Imagine it's the mid 1970s. Glam rock is making way for Two Tone and Punk, platform shoes and Oxford Bags are still in and I'm still rocking leg warmers and clogs. College life is good and we're coming to the end of a drama module on European theatre.
One group has studied Rhinoceros by Eugene Ionesco, a wonderful romp through the Theatre of the Absurd which involved them pretending to be rhinoceros' and knocking scenery over (that was unplanned to be honest but worked in the context of the play). Another group took on Six Characters in Search of an Author by Pirandello, a play which looked at the reality of characters created by writers (spooky given I'm about to start creating some). My group studied The Insect Play by the Capek brothers which looked at life in Czechoslovakia between the wars. A cheery play as you can imagine!
Everyone was given a part and I rather fancied being the butterfly, a vain and flighty character with, in my mind, some great opportunities to dress up flamboyantly. But the drama gods were no kind and I was cast as the chrysalis.
Now things didn't work out quite how I'd imagined. For a costume I was given a green sleeping bag with brown blotched painted on it, this was my 'shell'. I had to lie on the stage, fully zipped until only my face was on show. I had some lovely green face paint on which added to the attractive effect. I can't say I felt glamorous as I sweated in a sleeping bag on the stage as my green face slowly drizzled down onto the edge of the nylon, quilted sleeping bag.

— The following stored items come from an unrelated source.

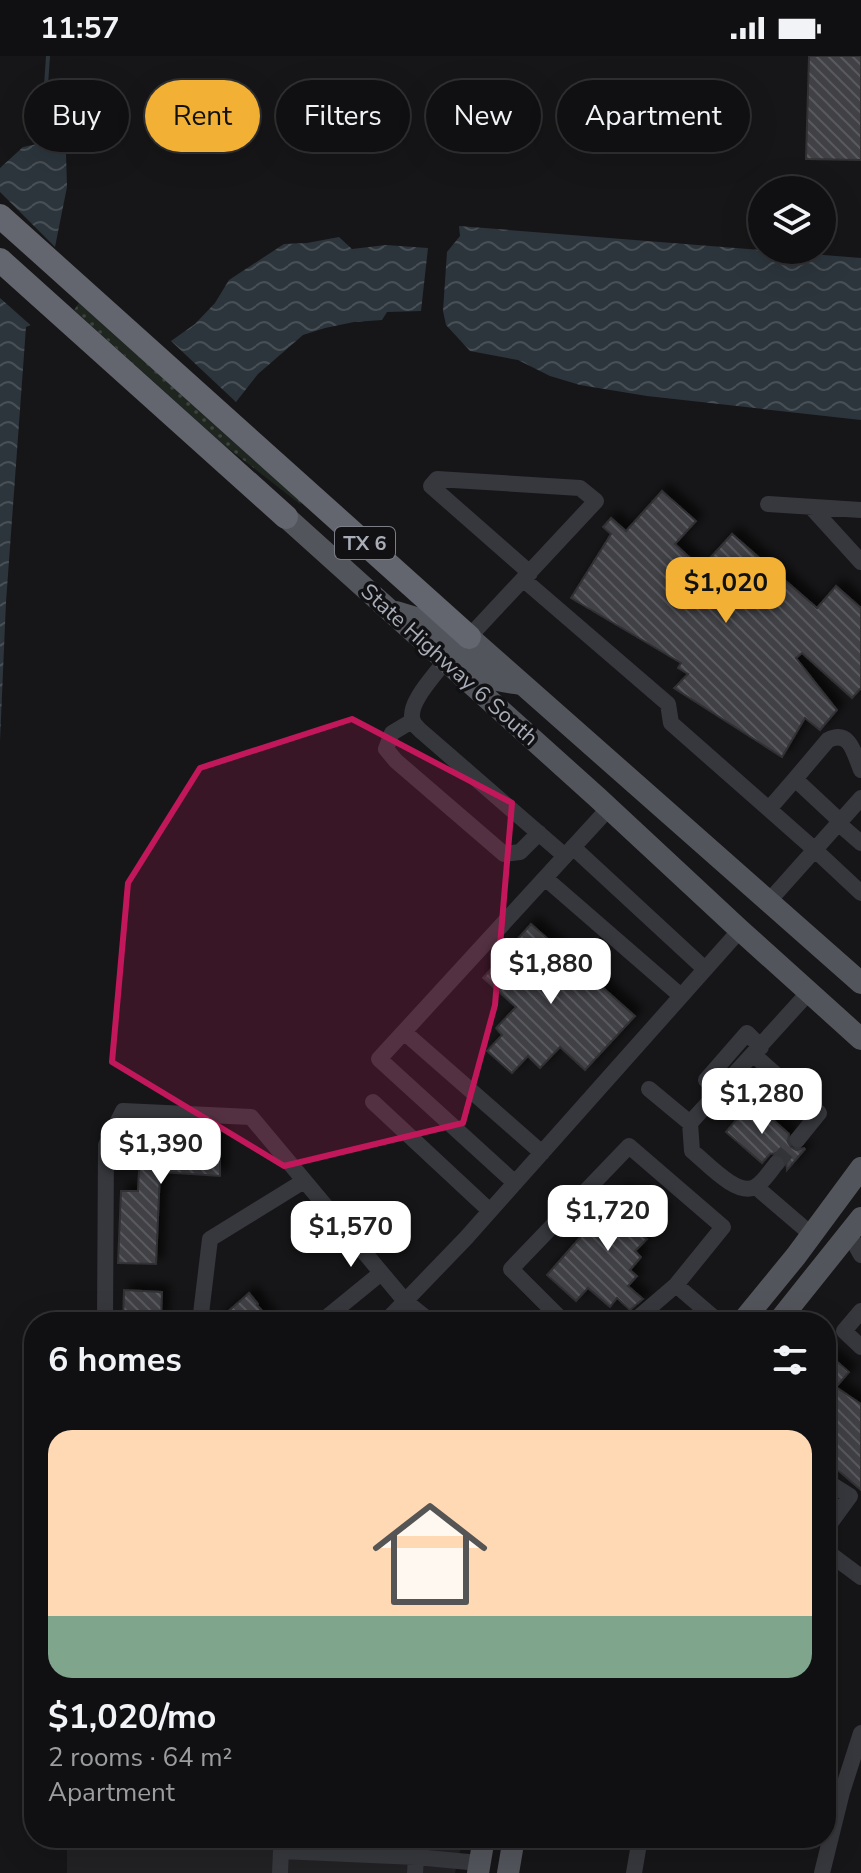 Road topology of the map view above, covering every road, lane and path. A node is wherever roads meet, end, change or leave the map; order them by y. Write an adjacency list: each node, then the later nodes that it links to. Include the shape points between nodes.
1 (0, 216): 10 (highway, State Highway 6 South / TX 6)
2 (0, 260): 6 (highway, State Highway 6 South / TX 6)
3 (768, 504): 4 (street)
4 (812, 508): 5 (street); 7 (street)
5 (861, 510)
6 (286, 517): 9 (main road, State Highway 6 South / TX 6)
7 (861, 562)
8 (527, 576): 8 (street, via 431,486 437,479 580,488 596,501); 10 (street); 18 (street, via 668,704 671,723)
9 (390, 610): 10 (main road, via 426,621 456,643); 11 (main road, State Highway 6 South / TX 6)
10 (469, 637): 12 (main road, State Highway 6 South / TX 6)
11 (446, 660): 12 (main road, via 462,657 491,678); 13 (street, via 418,697); 17 (main road, State Highway 6 South / TX 6)
12 (522, 685): 26 (main road, State Highway 6 South / TX 6)
13 (412, 721): 20 (street); 20 (street, via 392,733 386,749 396,761 504,854 520,852)
14 (861, 770): 15 (street, via 848,742 834,736)
15 (795, 779): 18 (street); 19 (street)
16 (861, 798): 19 (street)
17 (609, 808): 23 (street); 27 (main road, State Highway 6 South / TX 6)
18 (769, 809): 22 (street)
19 (839, 822): 21 (street); 22 (street)
20 (539, 833): 23 (street)
21 (861, 843)
22 (814, 849): 25 (street); 26 (street)
23 (569, 851): 24 (street); 28 (street)
24 (545, 878): 31 (street); 32 (street)
25 (861, 893)
26 (769, 901): 29 (main road, State Highway 6 South / TX 6)
27 (740, 930): 28 (street); 30 (main road, State Highway 6 South / TX 6)
28 (705, 969): 31 (street)
29 (861, 983)
30 (809, 992): 33 (main road, State Highway 6 South / TX 6); 34 (street)
31 (681, 996): 39 (street)
32 (404, 1032): 39 (street); 43 (street, via 379,1059)
33 (861, 1039)
34 (758, 1051): 37 (street, via 747,1033 706,1080 720,1091); 38 (street, via 819,1113)
35 (649, 1089): 37 (street)
36 (373, 1102): 45 (street)
37 (690, 1123): 44 (street, via 692,1151 733,1185)
38 (798, 1139)
39 (542, 1153): 43 (street)
40 (776, 1164): 44 (street)
41 (861, 1168): 47 (main road)
42 (304, 1181): 49 (street); 53 (street, via 251,1117 123,1111 106,1145); 54 (street, via 210,1239)
43 (515, 1183): 45 (street)
44 (756, 1187): 47 (street)
45 (490, 1211): 51 (street)
46 (855, 1226): 48 (street); 62 (main road)
47 (812, 1235): 61 (main road)
48 (861, 1255)
49 (381, 1273): 51 (street); 55 (street)
50 (676, 1285): 58 (street, via 723,1227 629,1146 511,1269); 59 (street); 60 (street)
51 (405, 1301): 56 (street); 57 (street)
52 (861, 1311): 63 (street, via 844,1331)
53 (105, 1312)
54 (201, 1312)
55 (333, 1312)
56 (395, 1312)
57 (419, 1312)
58 (553, 1312)
59 (645, 1312)
60 (707, 1312)
61 (750, 1312)
62 (786, 1312)
63 (861, 1347)
64 (836, 1487): 65 (street)
65 (855, 1498): 66 (street)
66 (836, 1518)
67 (836, 1557): 68 (street)
68 (858, 1571)
69 (861, 1733): 70 (street)
70 (836, 1816)
71 (482, 1848): 76 (main road)
72 (512, 1848): 78 (main road)
73 (638, 1848): 79 (street)
74 (828, 1848): 80 (street)
75 (415, 1865): 76 (street); 77 (street, via 281,1851)
76 (478, 1868)
77 (280, 1873)
78 (508, 1873)
79 (634, 1873)
80 (822, 1873)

My lines were all about the momentous thing that was about to happen to me - I was to turn into a moth - and what a glorious new day was about to dawn - see where I'm going with this? I didn't feel particularly glorious and any sense of renewal was lost on me at that moment as I melted under the stage lights. I looked on with envy at my fellow students as they enjoyed being beetles and butterflies, stomping or flitting across the stage as I lolled on the floor being the best darn chrysalis the college had ever seen.

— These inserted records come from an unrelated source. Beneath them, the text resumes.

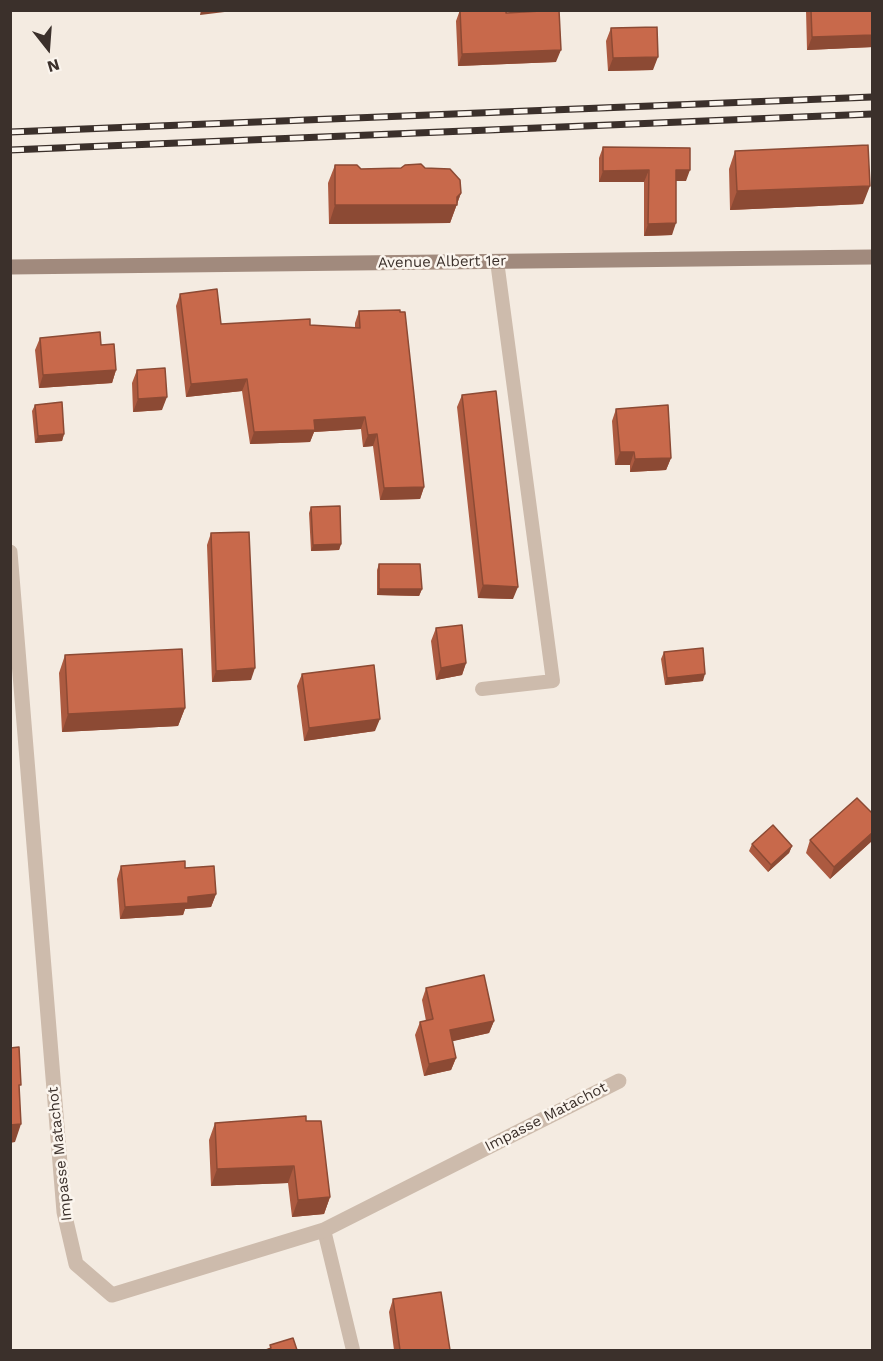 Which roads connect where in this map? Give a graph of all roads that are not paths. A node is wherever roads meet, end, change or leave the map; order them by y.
1 (873, 257) edge
2 (498, 261) junction
3 (10, 267) edge
4 (10, 552) edge
5 (482, 689) dead end
6 (619, 1081) dead end
7 (324, 1230) junction
8 (353, 1350) edge

1 - 2 main road, Avenue Albert 1er
2 - 3 main road, Avenue Albert 1er
2 - 5 lane
4 - 7 street, Impasse Matachot
6 - 7 street, Impasse Matachot
7 - 8 lane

Eventually of course I was reborn (unzipped) and I struggled out of my sweaty cocoon to emerge as a moth, the process of renewal complete. I'm no expert but I doubt the first words out of a moth's mouth (do they have mouths?) when they are reborn are 'Bloody hell that was hot!' but it was the only laugh the whole play raised! I forget what we were all supposed to learn from the play, something about the march of the mechanised society I think but I certainly learned a few things.

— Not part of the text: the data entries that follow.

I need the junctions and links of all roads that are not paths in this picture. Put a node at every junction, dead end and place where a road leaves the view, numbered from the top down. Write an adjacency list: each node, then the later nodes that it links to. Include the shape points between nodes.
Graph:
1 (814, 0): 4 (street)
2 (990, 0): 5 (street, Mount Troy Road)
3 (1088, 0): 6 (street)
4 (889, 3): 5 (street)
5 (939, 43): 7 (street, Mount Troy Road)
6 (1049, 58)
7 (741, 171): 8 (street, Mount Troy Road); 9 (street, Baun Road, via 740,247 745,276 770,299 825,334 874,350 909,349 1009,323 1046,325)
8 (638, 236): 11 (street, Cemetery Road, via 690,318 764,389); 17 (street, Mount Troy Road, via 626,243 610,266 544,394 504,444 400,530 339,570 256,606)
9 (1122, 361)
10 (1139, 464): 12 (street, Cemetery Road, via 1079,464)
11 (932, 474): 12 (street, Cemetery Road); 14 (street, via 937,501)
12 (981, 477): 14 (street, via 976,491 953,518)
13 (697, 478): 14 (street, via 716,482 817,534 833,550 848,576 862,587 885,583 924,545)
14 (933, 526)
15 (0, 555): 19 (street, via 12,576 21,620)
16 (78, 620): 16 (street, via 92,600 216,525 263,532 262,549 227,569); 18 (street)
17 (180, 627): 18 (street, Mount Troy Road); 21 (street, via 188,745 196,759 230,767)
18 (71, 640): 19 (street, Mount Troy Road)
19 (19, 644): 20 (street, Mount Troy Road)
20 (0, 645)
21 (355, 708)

I learned that it's tough being a chrysalis.
I learned that I'm a rubbish actor and my ad libs are the best part of my performance - ask me about my Oedipus Rex!
And I learned that it's hard work renewing yourself, even if only for one night.
I know that compared to the lovely inspiring things I'll read through this link my post is a bit trivial. However as April begins and I start to write my first full length, properly planned book I feel that I am undergoing a personal renewal as a writer, something I've long wanted to be/do. It's not as sweaty as being a chrysalis but I hope it turns out to be as transformative as the change from chrysalis to moth.